If anything in the data looks odd, keep it anyway and write the whole listing out unchanged.
__________________________________________________
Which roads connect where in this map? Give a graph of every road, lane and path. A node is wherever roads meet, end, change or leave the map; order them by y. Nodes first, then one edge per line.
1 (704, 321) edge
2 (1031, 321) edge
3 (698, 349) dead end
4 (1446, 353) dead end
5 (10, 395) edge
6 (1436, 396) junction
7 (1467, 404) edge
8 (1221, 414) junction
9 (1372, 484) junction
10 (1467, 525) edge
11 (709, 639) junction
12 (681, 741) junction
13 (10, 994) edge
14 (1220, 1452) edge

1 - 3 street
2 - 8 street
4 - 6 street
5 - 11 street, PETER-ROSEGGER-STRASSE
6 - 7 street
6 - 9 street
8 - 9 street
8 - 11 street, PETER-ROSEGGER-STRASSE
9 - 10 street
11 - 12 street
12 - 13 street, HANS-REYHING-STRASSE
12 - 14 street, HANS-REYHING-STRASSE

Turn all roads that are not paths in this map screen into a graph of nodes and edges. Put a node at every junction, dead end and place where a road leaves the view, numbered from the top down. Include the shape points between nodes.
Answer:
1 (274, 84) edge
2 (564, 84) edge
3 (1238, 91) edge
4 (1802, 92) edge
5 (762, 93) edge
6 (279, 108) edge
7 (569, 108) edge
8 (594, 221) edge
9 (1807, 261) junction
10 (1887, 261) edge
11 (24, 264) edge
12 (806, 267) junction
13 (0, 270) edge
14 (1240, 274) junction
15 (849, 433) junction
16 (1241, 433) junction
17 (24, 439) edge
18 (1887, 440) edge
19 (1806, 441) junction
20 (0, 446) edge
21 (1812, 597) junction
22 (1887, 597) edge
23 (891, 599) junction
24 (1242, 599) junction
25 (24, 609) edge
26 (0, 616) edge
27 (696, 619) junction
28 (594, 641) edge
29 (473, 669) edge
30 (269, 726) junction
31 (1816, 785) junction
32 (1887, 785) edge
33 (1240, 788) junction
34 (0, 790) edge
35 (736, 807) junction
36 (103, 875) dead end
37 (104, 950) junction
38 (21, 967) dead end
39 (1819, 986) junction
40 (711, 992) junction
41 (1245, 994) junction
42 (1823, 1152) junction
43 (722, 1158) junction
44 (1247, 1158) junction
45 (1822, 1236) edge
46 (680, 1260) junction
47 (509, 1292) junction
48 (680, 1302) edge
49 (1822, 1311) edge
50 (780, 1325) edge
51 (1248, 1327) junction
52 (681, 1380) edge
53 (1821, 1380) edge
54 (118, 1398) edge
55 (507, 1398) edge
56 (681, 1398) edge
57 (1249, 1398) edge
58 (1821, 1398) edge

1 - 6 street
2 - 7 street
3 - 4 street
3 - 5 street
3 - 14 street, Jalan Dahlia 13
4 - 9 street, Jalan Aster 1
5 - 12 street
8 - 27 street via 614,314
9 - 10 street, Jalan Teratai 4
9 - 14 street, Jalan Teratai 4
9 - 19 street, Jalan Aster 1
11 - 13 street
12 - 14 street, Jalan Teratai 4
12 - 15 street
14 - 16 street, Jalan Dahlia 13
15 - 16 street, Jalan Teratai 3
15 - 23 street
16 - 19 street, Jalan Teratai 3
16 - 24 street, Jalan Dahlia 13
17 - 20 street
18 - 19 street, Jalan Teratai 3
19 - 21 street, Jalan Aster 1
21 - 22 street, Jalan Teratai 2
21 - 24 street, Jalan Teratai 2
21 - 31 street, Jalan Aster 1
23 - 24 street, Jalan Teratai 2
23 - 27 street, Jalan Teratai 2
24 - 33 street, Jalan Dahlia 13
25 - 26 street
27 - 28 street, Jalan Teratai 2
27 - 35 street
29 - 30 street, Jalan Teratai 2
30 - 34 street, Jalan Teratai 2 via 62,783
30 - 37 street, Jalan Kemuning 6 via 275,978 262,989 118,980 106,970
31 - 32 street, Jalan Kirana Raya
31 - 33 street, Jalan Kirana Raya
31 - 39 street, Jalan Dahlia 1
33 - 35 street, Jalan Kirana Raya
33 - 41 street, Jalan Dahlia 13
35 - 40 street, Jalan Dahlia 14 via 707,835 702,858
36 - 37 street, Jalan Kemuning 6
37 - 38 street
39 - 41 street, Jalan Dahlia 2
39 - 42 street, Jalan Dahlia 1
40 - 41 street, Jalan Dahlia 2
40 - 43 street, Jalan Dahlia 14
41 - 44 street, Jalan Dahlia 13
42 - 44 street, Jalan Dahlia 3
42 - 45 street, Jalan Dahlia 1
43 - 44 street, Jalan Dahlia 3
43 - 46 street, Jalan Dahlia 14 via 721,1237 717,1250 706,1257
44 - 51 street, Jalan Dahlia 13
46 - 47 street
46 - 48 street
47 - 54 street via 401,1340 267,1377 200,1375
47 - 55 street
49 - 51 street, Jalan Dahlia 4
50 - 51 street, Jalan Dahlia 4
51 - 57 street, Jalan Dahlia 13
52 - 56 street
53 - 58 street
__________________________________________________
» **FINAL ANSWER**
Which roads connect where in this map? Give a graph of every road, lane and path. A node is wherever roads meet, end, change or leave the map; order them by y. Nodes first, then one edge per line.
1 (704, 321) edge
2 (1031, 321) edge
3 (698, 349) dead end
4 (1446, 353) dead end
5 (10, 395) edge
6 (1436, 396) junction
7 (1467, 404) edge
8 (1221, 414) junction
9 (1372, 484) junction
10 (1467, 525) edge
11 (709, 639) junction
12 (681, 741) junction
13 (10, 994) edge
14 (1220, 1452) edge

1 - 3 street
2 - 8 street
4 - 6 street
5 - 11 street, PETER-ROSEGGER-STRASSE
6 - 7 street
6 - 9 street
8 - 9 street
8 - 11 street, PETER-ROSEGGER-STRASSE
9 - 10 street
11 - 12 street
12 - 13 street, HANS-REYHING-STRASSE
12 - 14 street, HANS-REYHING-STRASSE

Turn all roads that are not paths in this map screen into a graph of nodes and edges. Put a node at every junction, dead end and place where a road leaves the view, numbered from the top down. Include the shape points between nodes.
Answer:
1 (274, 84) edge
2 (564, 84) edge
3 (1238, 91) edge
4 (1802, 92) edge
5 (762, 93) edge
6 (279, 108) edge
7 (569, 108) edge
8 (594, 221) edge
9 (1807, 261) junction
10 (1887, 261) edge
11 (24, 264) edge
12 (806, 267) junction
13 (0, 270) edge
14 (1240, 274) junction
15 (849, 433) junction
16 (1241, 433) junction
17 (24, 439) edge
18 (1887, 440) edge
19 (1806, 441) junction
20 (0, 446) edge
21 (1812, 597) junction
22 (1887, 597) edge
23 (891, 599) junction
24 (1242, 599) junction
25 (24, 609) edge
26 (0, 616) edge
27 (696, 619) junction
28 (594, 641) edge
29 (473, 669) edge
30 (269, 726) junction
31 (1816, 785) junction
32 (1887, 785) edge
33 (1240, 788) junction
34 (0, 790) edge
35 (736, 807) junction
36 (103, 875) dead end
37 (104, 950) junction
38 (21, 967) dead end
39 (1819, 986) junction
40 (711, 992) junction
41 (1245, 994) junction
42 (1823, 1152) junction
43 (722, 1158) junction
44 (1247, 1158) junction
45 (1822, 1236) edge
46 (680, 1260) junction
47 (509, 1292) junction
48 (680, 1302) edge
49 (1822, 1311) edge
50 (780, 1325) edge
51 (1248, 1327) junction
52 (681, 1380) edge
53 (1821, 1380) edge
54 (118, 1398) edge
55 (507, 1398) edge
56 (681, 1398) edge
57 (1249, 1398) edge
58 (1821, 1398) edge

1 - 6 street
2 - 7 street
3 - 4 street
3 - 5 street
3 - 14 street, Jalan Dahlia 13
4 - 9 street, Jalan Aster 1
5 - 12 street
8 - 27 street via 614,314
9 - 10 street, Jalan Teratai 4
9 - 14 street, Jalan Teratai 4
9 - 19 street, Jalan Aster 1
11 - 13 street
12 - 14 street, Jalan Teratai 4
12 - 15 street
14 - 16 street, Jalan Dahlia 13
15 - 16 street, Jalan Teratai 3
15 - 23 street
16 - 19 street, Jalan Teratai 3
16 - 24 street, Jalan Dahlia 13
17 - 20 street
18 - 19 street, Jalan Teratai 3
19 - 21 street, Jalan Aster 1
21 - 22 street, Jalan Teratai 2
21 - 24 street, Jalan Teratai 2
21 - 31 street, Jalan Aster 1
23 - 24 street, Jalan Teratai 2
23 - 27 street, Jalan Teratai 2
24 - 33 street, Jalan Dahlia 13
25 - 26 street
27 - 28 street, Jalan Teratai 2
27 - 35 street
29 - 30 street, Jalan Teratai 2
30 - 34 street, Jalan Teratai 2 via 62,783
30 - 37 street, Jalan Kemuning 6 via 275,978 262,989 118,980 106,970
31 - 32 street, Jalan Kirana Raya
31 - 33 street, Jalan Kirana Raya
31 - 39 street, Jalan Dahlia 1
33 - 35 street, Jalan Kirana Raya
33 - 41 street, Jalan Dahlia 13
35 - 40 street, Jalan Dahlia 14 via 707,835 702,858
36 - 37 street, Jalan Kemuning 6
37 - 38 street
39 - 41 street, Jalan Dahlia 2
39 - 42 street, Jalan Dahlia 1
40 - 41 street, Jalan Dahlia 2
40 - 43 street, Jalan Dahlia 14
41 - 44 street, Jalan Dahlia 13
42 - 44 street, Jalan Dahlia 3
42 - 45 street, Jalan Dahlia 1
43 - 44 street, Jalan Dahlia 3
43 - 46 street, Jalan Dahlia 14 via 721,1237 717,1250 706,1257
44 - 51 street, Jalan Dahlia 13
46 - 47 street
46 - 48 street
47 - 54 street via 401,1340 267,1377 200,1375
47 - 55 street
49 - 51 street, Jalan Dahlia 4
50 - 51 street, Jalan Dahlia 4
51 - 57 street, Jalan Dahlia 13
52 - 56 street
53 - 58 street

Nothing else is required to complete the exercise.